• _DIRECTIONS FOR THIS TASK_:
Each entry in the material below should be reproduced exactly.

/---

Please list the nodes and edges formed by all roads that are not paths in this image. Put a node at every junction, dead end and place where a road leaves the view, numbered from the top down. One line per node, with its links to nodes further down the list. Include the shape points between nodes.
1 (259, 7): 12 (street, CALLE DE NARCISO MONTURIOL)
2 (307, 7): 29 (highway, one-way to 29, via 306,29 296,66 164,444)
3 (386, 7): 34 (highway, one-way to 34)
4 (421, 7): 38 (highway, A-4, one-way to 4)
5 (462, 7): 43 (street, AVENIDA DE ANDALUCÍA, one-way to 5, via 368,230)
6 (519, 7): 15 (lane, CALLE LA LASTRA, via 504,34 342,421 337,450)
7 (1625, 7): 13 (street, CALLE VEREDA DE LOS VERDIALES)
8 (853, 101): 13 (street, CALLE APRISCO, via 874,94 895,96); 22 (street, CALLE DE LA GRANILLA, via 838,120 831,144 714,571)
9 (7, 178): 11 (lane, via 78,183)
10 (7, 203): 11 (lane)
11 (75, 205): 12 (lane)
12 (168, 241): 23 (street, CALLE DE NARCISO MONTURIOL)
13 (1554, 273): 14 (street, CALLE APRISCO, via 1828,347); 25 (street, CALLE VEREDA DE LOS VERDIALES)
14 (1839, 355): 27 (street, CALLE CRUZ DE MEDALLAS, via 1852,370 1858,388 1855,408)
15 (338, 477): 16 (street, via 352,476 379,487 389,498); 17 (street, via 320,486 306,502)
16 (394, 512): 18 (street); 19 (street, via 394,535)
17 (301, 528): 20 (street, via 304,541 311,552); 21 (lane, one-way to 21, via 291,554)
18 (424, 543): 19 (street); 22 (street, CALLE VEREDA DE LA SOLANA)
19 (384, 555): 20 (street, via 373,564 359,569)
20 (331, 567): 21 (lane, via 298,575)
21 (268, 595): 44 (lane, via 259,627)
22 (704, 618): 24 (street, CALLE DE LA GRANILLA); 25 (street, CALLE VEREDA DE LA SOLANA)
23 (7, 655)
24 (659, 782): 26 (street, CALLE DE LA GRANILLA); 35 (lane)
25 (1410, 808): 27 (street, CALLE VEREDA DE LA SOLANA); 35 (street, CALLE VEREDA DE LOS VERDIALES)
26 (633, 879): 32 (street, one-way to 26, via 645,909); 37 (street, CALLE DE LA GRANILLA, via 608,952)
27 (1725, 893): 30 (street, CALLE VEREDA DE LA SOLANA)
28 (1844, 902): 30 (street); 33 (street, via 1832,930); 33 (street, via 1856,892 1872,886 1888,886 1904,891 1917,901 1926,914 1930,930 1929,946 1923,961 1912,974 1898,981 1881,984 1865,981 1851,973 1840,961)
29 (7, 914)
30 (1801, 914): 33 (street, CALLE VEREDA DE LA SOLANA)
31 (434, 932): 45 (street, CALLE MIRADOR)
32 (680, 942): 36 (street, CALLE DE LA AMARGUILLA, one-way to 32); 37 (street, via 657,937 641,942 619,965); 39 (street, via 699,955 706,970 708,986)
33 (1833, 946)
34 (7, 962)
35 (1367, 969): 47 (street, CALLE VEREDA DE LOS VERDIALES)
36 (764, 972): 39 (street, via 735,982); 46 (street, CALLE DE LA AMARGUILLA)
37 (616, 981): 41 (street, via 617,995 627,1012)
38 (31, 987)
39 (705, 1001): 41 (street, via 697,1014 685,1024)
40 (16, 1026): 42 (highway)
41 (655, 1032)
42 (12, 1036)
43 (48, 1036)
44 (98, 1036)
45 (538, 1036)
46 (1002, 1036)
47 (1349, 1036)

\---

• _REPLY_:
Please list the nodes and edges formed by all roads that are not paths in this image. Put a node at every junction, dead end and place where a road leaves the view, numbered from the top down. One line per node, with its links to nodes further down the list. Include the shape points between nodes.
1 (259, 7): 12 (street, CALLE DE NARCISO MONTURIOL)
2 (307, 7): 29 (highway, one-way to 29, via 306,29 296,66 164,444)
3 (386, 7): 34 (highway, one-way to 34)
4 (421, 7): 38 (highway, A-4, one-way to 4)
5 (462, 7): 43 (street, AVENIDA DE ANDALUCÍA, one-way to 5, via 368,230)
6 (519, 7): 15 (lane, CALLE LA LASTRA, via 504,34 342,421 337,450)
7 (1625, 7): 13 (street, CALLE VEREDA DE LOS VERDIALES)
8 (853, 101): 13 (street, CALLE APRISCO, via 874,94 895,96); 22 (street, CALLE DE LA GRANILLA, via 838,120 831,144 714,571)
9 (7, 178): 11 (lane, via 78,183)
10 (7, 203): 11 (lane)
11 (75, 205): 12 (lane)
12 (168, 241): 23 (street, CALLE DE NARCISO MONTURIOL)
13 (1554, 273): 14 (street, CALLE APRISCO, via 1828,347); 25 (street, CALLE VEREDA DE LOS VERDIALES)
14 (1839, 355): 27 (street, CALLE CRUZ DE MEDALLAS, via 1852,370 1858,388 1855,408)
15 (338, 477): 16 (street, via 352,476 379,487 389,498); 17 (street, via 320,486 306,502)
16 (394, 512): 18 (street); 19 (street, via 394,535)
17 (301, 528): 20 (street, via 304,541 311,552); 21 (lane, one-way to 21, via 291,554)
18 (424, 543): 19 (street); 22 (street, CALLE VEREDA DE LA SOLANA)
19 (384, 555): 20 (street, via 373,564 359,569)
20 (331, 567): 21 (lane, via 298,575)
21 (268, 595): 44 (lane, via 259,627)
22 (704, 618): 24 (street, CALLE DE LA GRANILLA); 25 (street, CALLE VEREDA DE LA SOLANA)
23 (7, 655)
24 (659, 782): 26 (street, CALLE DE LA GRANILLA); 35 (lane)
25 (1410, 808): 27 (street, CALLE VEREDA DE LA SOLANA); 35 (street, CALLE VEREDA DE LOS VERDIALES)
26 (633, 879): 32 (street, one-way to 26, via 645,909); 37 (street, CALLE DE LA GRANILLA, via 608,952)
27 (1725, 893): 30 (street, CALLE VEREDA DE LA SOLANA)
28 (1844, 902): 30 (street); 33 (street, via 1832,930); 33 (street, via 1856,892 1872,886 1888,886 1904,891 1917,901 1926,914 1930,930 1929,946 1923,961 1912,974 1898,981 1881,984 1865,981 1851,973 1840,961)
29 (7, 914)
30 (1801, 914): 33 (street, CALLE VEREDA DE LA SOLANA)
31 (434, 932): 45 (street, CALLE MIRADOR)
32 (680, 942): 36 (street, CALLE DE LA AMARGUILLA, one-way to 32); 37 (street, via 657,937 641,942 619,965); 39 (street, via 699,955 706,970 708,986)
33 (1833, 946)
34 (7, 962)
35 (1367, 969): 47 (street, CALLE VEREDA DE LOS VERDIALES)
36 (764, 972): 39 (street, via 735,982); 46 (street, CALLE DE LA AMARGUILLA)
37 (616, 981): 41 (street, via 617,995 627,1012)
38 (31, 987)
39 (705, 1001): 41 (street, via 697,1014 685,1024)
40 (16, 1026): 42 (highway)
41 (655, 1032)
42 (12, 1036)
43 (48, 1036)
44 (98, 1036)
45 (538, 1036)
46 (1002, 1036)
47 (1349, 1036)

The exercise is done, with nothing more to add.